Because I never had a weight "problem" I had never really paid that much attention to my weight, or the details of maintaining it. In that ten months I had found my beloved, become engaged, and moved out to live on my own for the first time (if you can call a baby and a fiancé "on your own.") We ate a lot of fast food, pizza, and spaghetti. I may or may not have eaten that way before, but my body was completely different after having a baby. Another one of those little secrets the world doesn't share with you until it's too late. And no one told me chasing a baby didn't count as aerobic activity (I have A LOT more to say about that!)
Before I had a chance to get any kind of a handle on it, I was pregnant again, which worked well because pregnancy doesn't agree with my appetite and I typically lose weight in the beginning. However, this baby was a boy and he brought the joys of arm and ass fat in the remaining trimesters. I have no idea what I weighed after he was born, nor following the third or fourth. I didn't even own a scale. In the five stages of grieving this stage is called denial.
My husband's clothes |
Where's Waldo??? (hint: flag-head) |
Finally, working in the real world, I at least started making an effort to look like a human again. I dressed a little better and wore make-up. I consoled myself with thoughts like: I eat healthy, it's just my metabolism; At least I'm active; It's baby weight, it will go away; and, As long as my body is healthy, it's ok to be overweight. I even recall saying, "There's nothing wrong with being heavy. I'm comfortable and happy, I don't need to be thin. I have nothing to prove." Because I was young I was able to rationalize the weight. I made excuses and exchanged what I knew for what I wanted to believe. This stage is called bargaining.
Lost 60 pounds |
I've decided on multiple occasions to get back on the ball and start doing something about it. I've told myself it's because I want to be healthy, because I can do more if I'm healthy. But the honest truth is, some part of me still wants to be hot, or at least pretty, and I think some part of me has decided that's not possible anymore, so I might as well just reach the final stage, acceptance. Only, I don't want to accept it. I want to believe that its possible for me to pull myself together. I know it's hard, and I would really rather avoid the hard part altogether, but I don't want to be this way anymore. It makes me sad, knowing there is a person trapped inside me, who would be evident if she could just get out. I know I choose to sit-out (literally) of a lot of things I'd like to do, because I can't see both of me doing them.
I hate being fat.
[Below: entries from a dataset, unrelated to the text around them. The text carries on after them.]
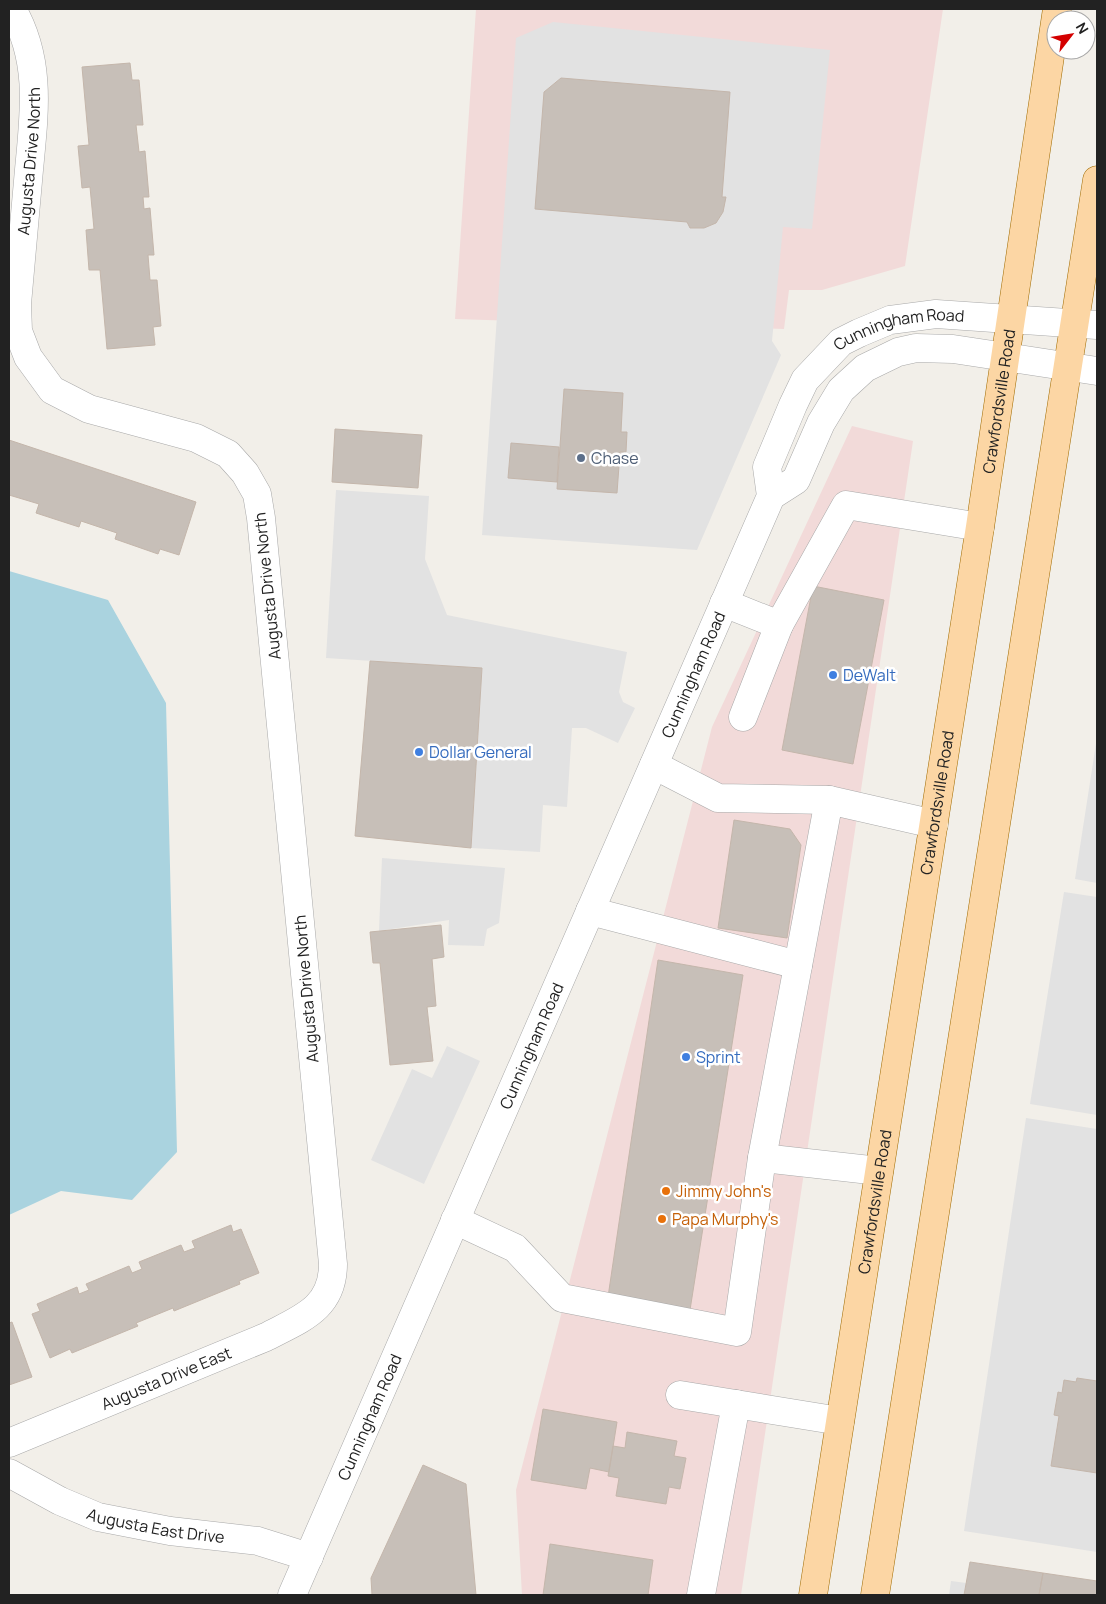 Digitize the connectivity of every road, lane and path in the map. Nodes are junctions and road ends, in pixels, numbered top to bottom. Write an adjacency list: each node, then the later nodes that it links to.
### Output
1 (12, 9): 22 (street, Augusta Drive North)
2 (1057, 9): 4 (main road, Crawfordsville Road)
3 (1097, 180): 5 (main road)
4 (1012, 319): 5 (street, Cunningham Road); 6 (main road, Crawfordsville Road); 9 (street, Cunningham Road)
5 (1085, 324): 7 (main road)
6 (1005, 357): 7 (street, Cunningham Road); 9 (street, Cunningham Road); 10 (main road, Crawfordsville Road)
7 (1067, 366): 8 (street, Cunningham Road); 32 (main road)
8 (1097, 371)
9 (771, 496): 11 (street, Cunningham Road)
10 (980, 527): 12 (street); 16 (main road, Crawfordsville Road)
11 (724, 604): 12 (street); 14 (street, Cunningham Road)
12 (779, 625): 13 (street)
13 (743, 717)
14 (654, 765): 15 (street); 17 (street, Cunningham Road)
15 (829, 800): 16 (street); 18 (street)
16 (934, 824): 20 (main road, Crawfordsville Road)
17 (590, 911): 18 (street); 21 (street, Cunningham Road)
18 (798, 965): 19 (street)
19 (762, 1158): 20 (street); 21 (street)
20 (879, 1171): 25 (main road, Crawfordsville Road)
21 (455, 1220): 28 (street, Cunningham Road)
22 (319, 1306): 26 (street, Augusta Drive East)
23 (680, 1395): 24 (street)
24 (736, 1404): 25 (street); 30 (street)
25 (840, 1420): 31 (main road, Crawfordsville Road)
26 (9, 1443)
27 (9, 1473): 28 (street, Augusta East Drive)
28 (309, 1557): 29 (street, Cunningham Road)
29 (292, 1595)
30 (701, 1595)
31 (813, 1595)
32 (875, 1595) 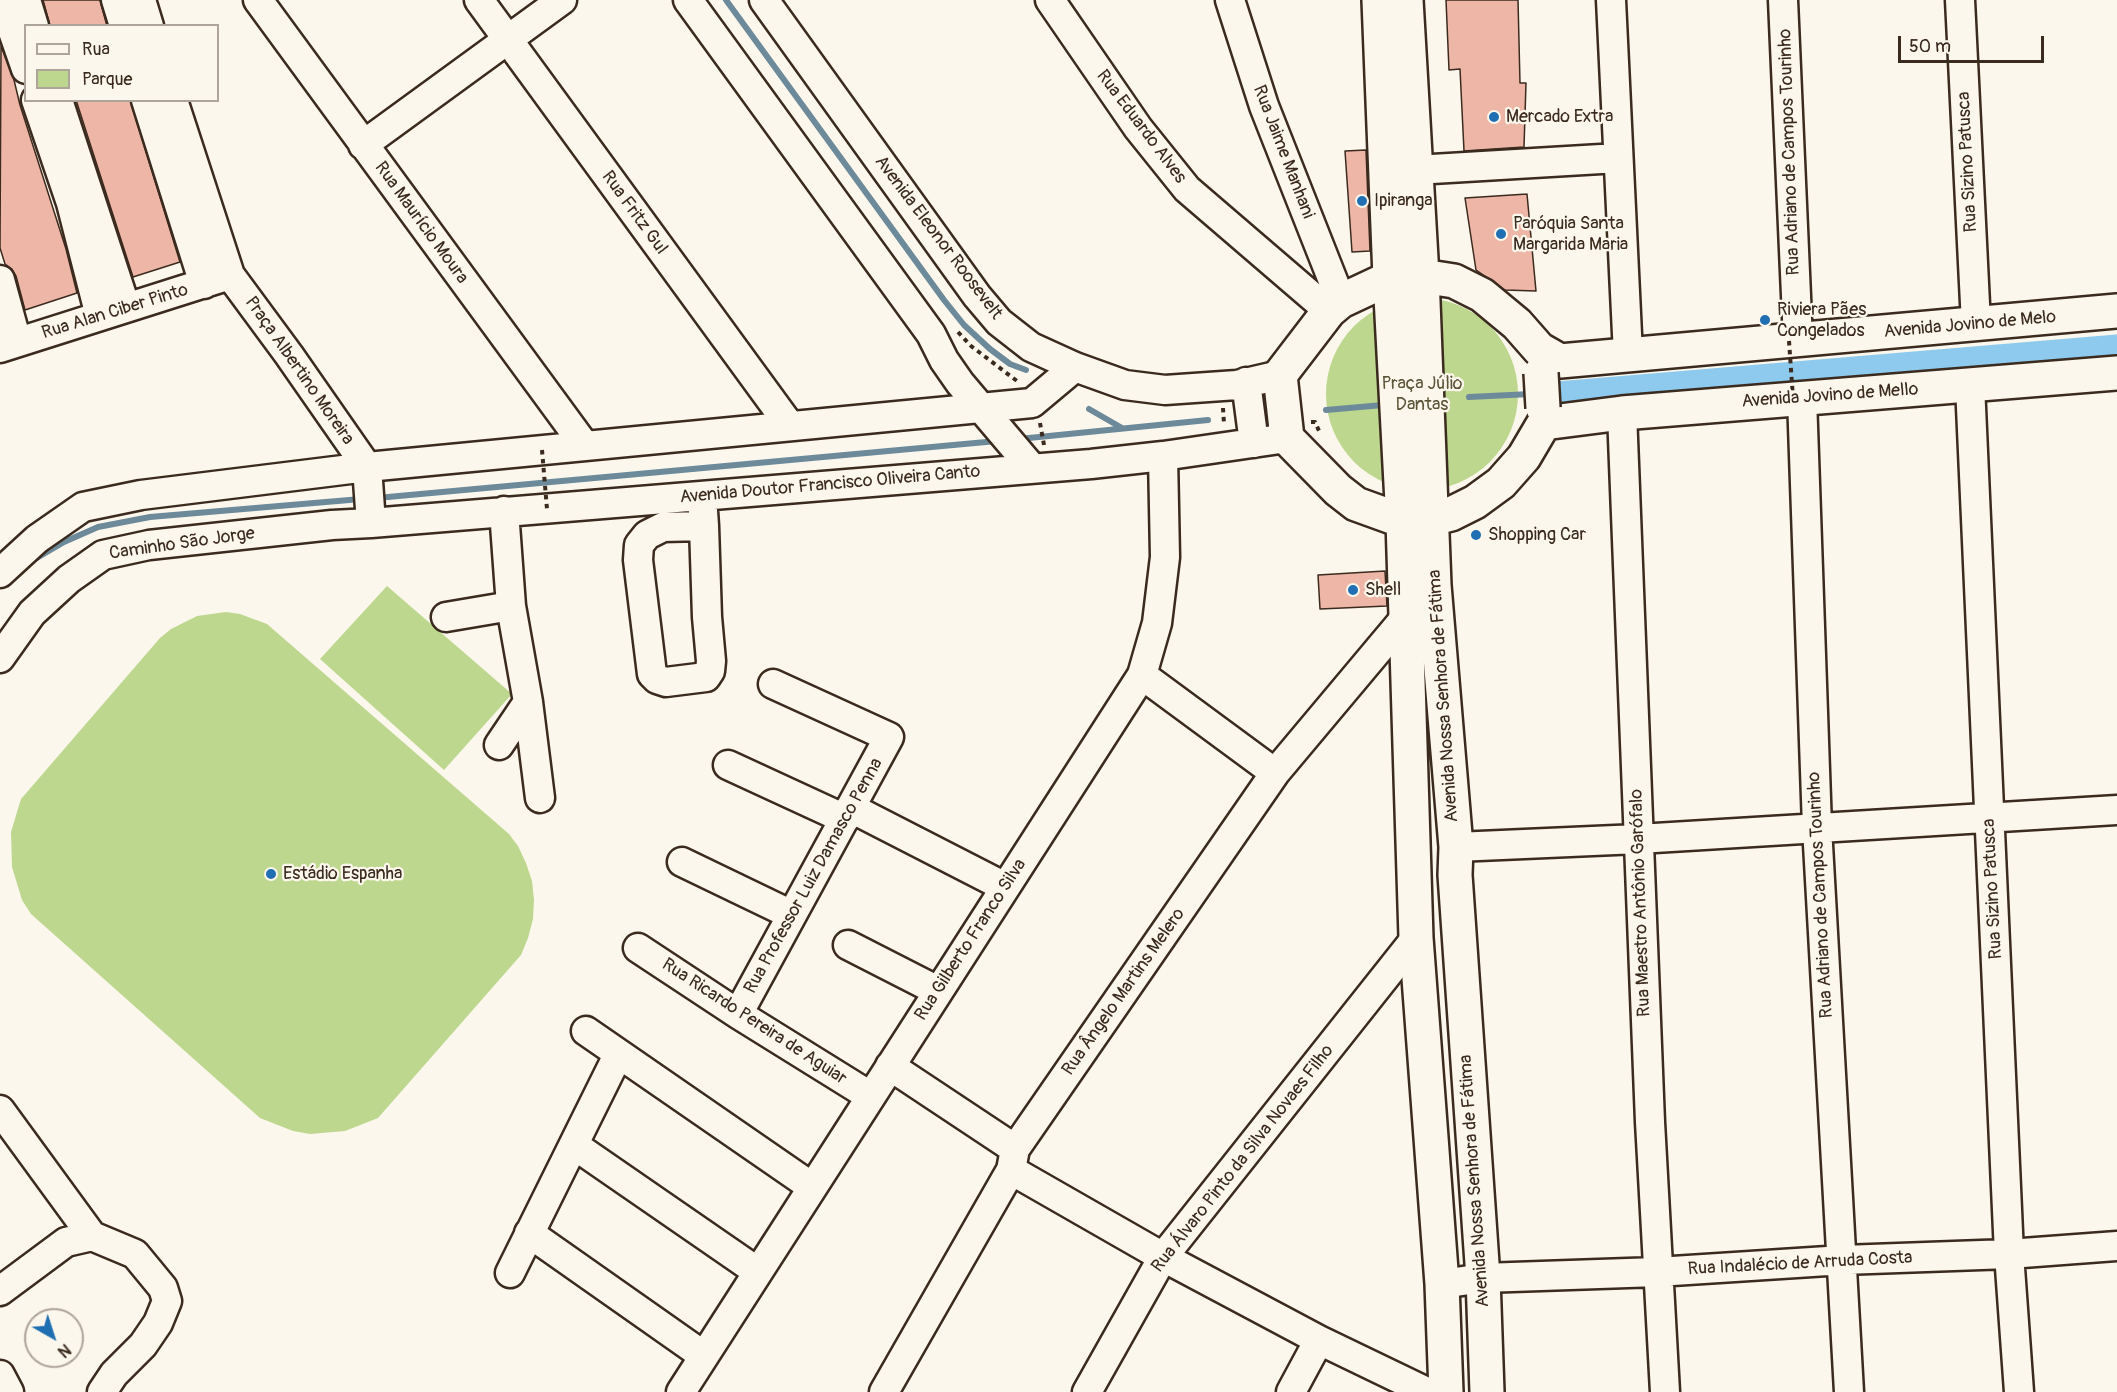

It sucks. I hate dieting. It sucks. I hate exercise. It sucks. I hate surgery. It sucks (although I could recover!) Apparently these are my limited options. It sucks! However, when my kids get married I don't want to be hiding in the photos. When I have grandchildren (a long, long, long, time from now) I want to be in the photos with them. Not just in the photos, but in their lives, active and happy. So I suppose I will continue down the path of most-resistance and keep trying to become the thinner, hotter, me. And in the meantime I'm just going to show up on film more often. If I discovered I was fat that way, maybe one day I'll discover I'm not.